To do: Each record is to be printed again precisely as it reads.

---*---

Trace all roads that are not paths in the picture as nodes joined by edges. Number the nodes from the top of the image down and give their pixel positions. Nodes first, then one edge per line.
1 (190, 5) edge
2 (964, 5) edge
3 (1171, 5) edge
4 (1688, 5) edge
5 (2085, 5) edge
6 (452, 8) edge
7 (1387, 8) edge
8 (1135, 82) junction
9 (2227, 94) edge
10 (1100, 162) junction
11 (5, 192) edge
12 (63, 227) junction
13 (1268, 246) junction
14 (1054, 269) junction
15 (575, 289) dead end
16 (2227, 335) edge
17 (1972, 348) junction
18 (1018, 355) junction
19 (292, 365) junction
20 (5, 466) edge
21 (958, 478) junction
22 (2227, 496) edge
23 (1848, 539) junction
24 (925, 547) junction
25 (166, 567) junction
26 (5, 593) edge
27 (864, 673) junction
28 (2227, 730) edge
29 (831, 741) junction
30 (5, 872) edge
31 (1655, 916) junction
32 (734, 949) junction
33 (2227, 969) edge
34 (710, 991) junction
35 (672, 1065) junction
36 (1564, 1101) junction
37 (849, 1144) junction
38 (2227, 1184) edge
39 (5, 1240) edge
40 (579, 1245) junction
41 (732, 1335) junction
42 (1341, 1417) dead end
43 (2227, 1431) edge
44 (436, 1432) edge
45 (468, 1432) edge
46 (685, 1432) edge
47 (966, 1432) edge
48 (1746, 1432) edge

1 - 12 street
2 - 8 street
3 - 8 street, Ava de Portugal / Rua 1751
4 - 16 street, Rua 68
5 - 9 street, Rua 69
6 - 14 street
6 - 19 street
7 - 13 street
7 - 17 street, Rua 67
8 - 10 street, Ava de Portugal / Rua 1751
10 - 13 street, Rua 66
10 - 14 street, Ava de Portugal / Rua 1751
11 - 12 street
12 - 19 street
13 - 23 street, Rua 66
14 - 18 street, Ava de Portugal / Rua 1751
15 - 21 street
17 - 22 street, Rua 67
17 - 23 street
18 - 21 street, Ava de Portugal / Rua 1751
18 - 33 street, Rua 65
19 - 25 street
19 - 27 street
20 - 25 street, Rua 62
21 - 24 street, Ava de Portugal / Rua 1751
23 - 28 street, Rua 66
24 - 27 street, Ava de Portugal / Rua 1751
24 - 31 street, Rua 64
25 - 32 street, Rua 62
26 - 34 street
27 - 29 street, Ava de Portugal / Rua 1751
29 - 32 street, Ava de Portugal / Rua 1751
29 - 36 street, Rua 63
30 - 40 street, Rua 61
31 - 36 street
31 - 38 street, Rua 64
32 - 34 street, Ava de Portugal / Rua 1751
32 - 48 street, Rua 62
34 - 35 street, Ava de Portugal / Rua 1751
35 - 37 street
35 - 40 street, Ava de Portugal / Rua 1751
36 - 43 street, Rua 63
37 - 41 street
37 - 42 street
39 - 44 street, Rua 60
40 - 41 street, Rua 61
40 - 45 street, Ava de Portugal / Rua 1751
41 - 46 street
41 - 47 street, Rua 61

---*---

Answer to the exercise:
Trace all roads that are not paths in the picture as nodes joined by edges. Number the nodes from the top of the image down and give their pixel positions. Nodes first, then one edge per line.
1 (190, 5) edge
2 (964, 5) edge
3 (1171, 5) edge
4 (1688, 5) edge
5 (2085, 5) edge
6 (452, 8) edge
7 (1387, 8) edge
8 (1135, 82) junction
9 (2227, 94) edge
10 (1100, 162) junction
11 (5, 192) edge
12 (63, 227) junction
13 (1268, 246) junction
14 (1054, 269) junction
15 (575, 289) dead end
16 (2227, 335) edge
17 (1972, 348) junction
18 (1018, 355) junction
19 (292, 365) junction
20 (5, 466) edge
21 (958, 478) junction
22 (2227, 496) edge
23 (1848, 539) junction
24 (925, 547) junction
25 (166, 567) junction
26 (5, 593) edge
27 (864, 673) junction
28 (2227, 730) edge
29 (831, 741) junction
30 (5, 872) edge
31 (1655, 916) junction
32 (734, 949) junction
33 (2227, 969) edge
34 (710, 991) junction
35 (672, 1065) junction
36 (1564, 1101) junction
37 (849, 1144) junction
38 (2227, 1184) edge
39 (5, 1240) edge
40 (579, 1245) junction
41 (732, 1335) junction
42 (1341, 1417) dead end
43 (2227, 1431) edge
44 (436, 1432) edge
45 (468, 1432) edge
46 (685, 1432) edge
47 (966, 1432) edge
48 (1746, 1432) edge

1 - 12 street
2 - 8 street
3 - 8 street, Ava de Portugal / Rua 1751
4 - 16 street, Rua 68
5 - 9 street, Rua 69
6 - 14 street
6 - 19 street
7 - 13 street
7 - 17 street, Rua 67
8 - 10 street, Ava de Portugal / Rua 1751
10 - 13 street, Rua 66
10 - 14 street, Ava de Portugal / Rua 1751
11 - 12 street
12 - 19 street
13 - 23 street, Rua 66
14 - 18 street, Ava de Portugal / Rua 1751
15 - 21 street
17 - 22 street, Rua 67
17 - 23 street
18 - 21 street, Ava de Portugal / Rua 1751
18 - 33 street, Rua 65
19 - 25 street
19 - 27 street
20 - 25 street, Rua 62
21 - 24 street, Ava de Portugal / Rua 1751
23 - 28 street, Rua 66
24 - 27 street, Ava de Portugal / Rua 1751
24 - 31 street, Rua 64
25 - 32 street, Rua 62
26 - 34 street
27 - 29 street, Ava de Portugal / Rua 1751
29 - 32 street, Ava de Portugal / Rua 1751
29 - 36 street, Rua 63
30 - 40 street, Rua 61
31 - 36 street
31 - 38 street, Rua 64
32 - 34 street, Ava de Portugal / Rua 1751
32 - 48 street, Rua 62
34 - 35 street, Ava de Portugal / Rua 1751
35 - 37 street
35 - 40 street, Ava de Portugal / Rua 1751
36 - 43 street, Rua 63
37 - 41 street
37 - 42 street
39 - 44 street, Rua 60
40 - 41 street, Rua 61
40 - 45 street, Ava de Portugal / Rua 1751
41 - 46 street
41 - 47 street, Rua 61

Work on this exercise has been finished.